- _Required work_:
Filter the entries for the string "Scarlet". Copy each line that has it.

Working data: Begin

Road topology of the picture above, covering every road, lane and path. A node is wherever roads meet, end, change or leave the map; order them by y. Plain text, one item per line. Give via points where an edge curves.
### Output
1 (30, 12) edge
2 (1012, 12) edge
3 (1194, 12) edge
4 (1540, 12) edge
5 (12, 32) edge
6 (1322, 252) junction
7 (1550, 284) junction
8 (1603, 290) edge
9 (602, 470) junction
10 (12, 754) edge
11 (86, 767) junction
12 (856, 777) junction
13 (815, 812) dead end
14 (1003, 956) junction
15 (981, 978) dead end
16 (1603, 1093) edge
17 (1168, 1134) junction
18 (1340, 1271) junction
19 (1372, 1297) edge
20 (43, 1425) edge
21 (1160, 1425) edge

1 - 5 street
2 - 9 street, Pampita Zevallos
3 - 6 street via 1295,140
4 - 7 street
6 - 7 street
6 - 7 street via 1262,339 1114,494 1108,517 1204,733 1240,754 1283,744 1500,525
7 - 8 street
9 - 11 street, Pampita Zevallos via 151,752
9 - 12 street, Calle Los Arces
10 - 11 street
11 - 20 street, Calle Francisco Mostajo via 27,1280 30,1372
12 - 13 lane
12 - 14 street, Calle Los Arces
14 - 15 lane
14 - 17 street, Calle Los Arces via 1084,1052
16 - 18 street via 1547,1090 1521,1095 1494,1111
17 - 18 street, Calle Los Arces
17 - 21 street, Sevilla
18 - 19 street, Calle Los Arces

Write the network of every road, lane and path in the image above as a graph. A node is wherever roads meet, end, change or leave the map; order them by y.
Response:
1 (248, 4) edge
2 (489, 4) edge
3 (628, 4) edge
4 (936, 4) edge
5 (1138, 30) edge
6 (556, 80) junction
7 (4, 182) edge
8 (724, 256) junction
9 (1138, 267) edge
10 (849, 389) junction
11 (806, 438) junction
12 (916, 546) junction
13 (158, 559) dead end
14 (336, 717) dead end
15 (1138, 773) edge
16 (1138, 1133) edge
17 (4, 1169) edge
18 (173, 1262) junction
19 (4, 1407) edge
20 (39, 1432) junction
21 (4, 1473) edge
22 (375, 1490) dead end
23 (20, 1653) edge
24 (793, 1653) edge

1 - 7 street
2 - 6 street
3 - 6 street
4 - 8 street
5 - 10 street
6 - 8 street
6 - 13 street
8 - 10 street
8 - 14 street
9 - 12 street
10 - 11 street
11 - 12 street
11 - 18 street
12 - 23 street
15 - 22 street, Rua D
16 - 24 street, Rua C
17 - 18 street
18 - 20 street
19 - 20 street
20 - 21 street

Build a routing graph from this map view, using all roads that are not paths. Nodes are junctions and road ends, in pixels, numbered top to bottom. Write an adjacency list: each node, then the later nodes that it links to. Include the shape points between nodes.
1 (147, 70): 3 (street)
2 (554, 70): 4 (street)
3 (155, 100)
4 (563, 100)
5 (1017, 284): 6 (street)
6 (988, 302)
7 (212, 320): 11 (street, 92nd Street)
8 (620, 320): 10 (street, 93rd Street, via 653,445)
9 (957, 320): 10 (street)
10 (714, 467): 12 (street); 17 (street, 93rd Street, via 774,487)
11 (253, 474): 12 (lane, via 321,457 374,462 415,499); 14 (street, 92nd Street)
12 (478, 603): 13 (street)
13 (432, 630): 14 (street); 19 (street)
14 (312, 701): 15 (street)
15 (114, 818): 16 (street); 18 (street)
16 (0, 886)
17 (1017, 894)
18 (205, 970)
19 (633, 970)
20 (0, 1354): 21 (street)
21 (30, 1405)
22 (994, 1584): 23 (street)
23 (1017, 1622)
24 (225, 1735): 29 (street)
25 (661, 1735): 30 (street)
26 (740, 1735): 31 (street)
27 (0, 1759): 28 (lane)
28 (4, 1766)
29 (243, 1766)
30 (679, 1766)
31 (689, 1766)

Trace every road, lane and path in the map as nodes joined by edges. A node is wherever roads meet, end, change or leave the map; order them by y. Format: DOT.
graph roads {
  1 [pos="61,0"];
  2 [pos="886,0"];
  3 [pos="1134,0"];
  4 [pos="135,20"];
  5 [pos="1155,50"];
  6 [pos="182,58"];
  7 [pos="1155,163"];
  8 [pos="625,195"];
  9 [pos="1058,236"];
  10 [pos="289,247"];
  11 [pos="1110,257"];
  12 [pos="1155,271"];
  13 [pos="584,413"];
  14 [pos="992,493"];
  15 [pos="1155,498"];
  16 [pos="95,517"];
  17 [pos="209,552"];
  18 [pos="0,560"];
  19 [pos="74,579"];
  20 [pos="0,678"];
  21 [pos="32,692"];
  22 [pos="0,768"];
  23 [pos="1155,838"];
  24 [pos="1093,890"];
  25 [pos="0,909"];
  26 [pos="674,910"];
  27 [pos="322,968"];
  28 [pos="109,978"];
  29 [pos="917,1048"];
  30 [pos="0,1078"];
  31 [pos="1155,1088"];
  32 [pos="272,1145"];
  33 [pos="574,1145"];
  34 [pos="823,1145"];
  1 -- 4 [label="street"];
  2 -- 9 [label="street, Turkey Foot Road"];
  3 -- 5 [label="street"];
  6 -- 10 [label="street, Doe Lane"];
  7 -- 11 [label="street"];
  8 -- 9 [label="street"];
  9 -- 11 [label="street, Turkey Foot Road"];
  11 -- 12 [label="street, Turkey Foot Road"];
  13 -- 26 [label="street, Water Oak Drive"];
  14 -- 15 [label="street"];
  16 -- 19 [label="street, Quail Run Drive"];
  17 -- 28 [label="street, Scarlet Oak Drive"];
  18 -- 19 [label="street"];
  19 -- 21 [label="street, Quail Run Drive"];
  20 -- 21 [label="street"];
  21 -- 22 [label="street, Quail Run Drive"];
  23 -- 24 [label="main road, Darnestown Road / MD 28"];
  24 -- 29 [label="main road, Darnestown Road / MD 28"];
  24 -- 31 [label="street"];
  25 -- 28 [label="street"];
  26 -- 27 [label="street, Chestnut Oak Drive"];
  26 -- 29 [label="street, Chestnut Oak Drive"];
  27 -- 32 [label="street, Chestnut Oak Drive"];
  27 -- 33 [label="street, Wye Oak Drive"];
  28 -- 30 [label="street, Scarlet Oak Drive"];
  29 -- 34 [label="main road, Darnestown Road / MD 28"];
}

Working data: End

- _Response area_:
  17 -- 28 [label="street, Scarlet Oak Drive"];
  28 -- 30 [label="street, Scarlet Oak Drive"];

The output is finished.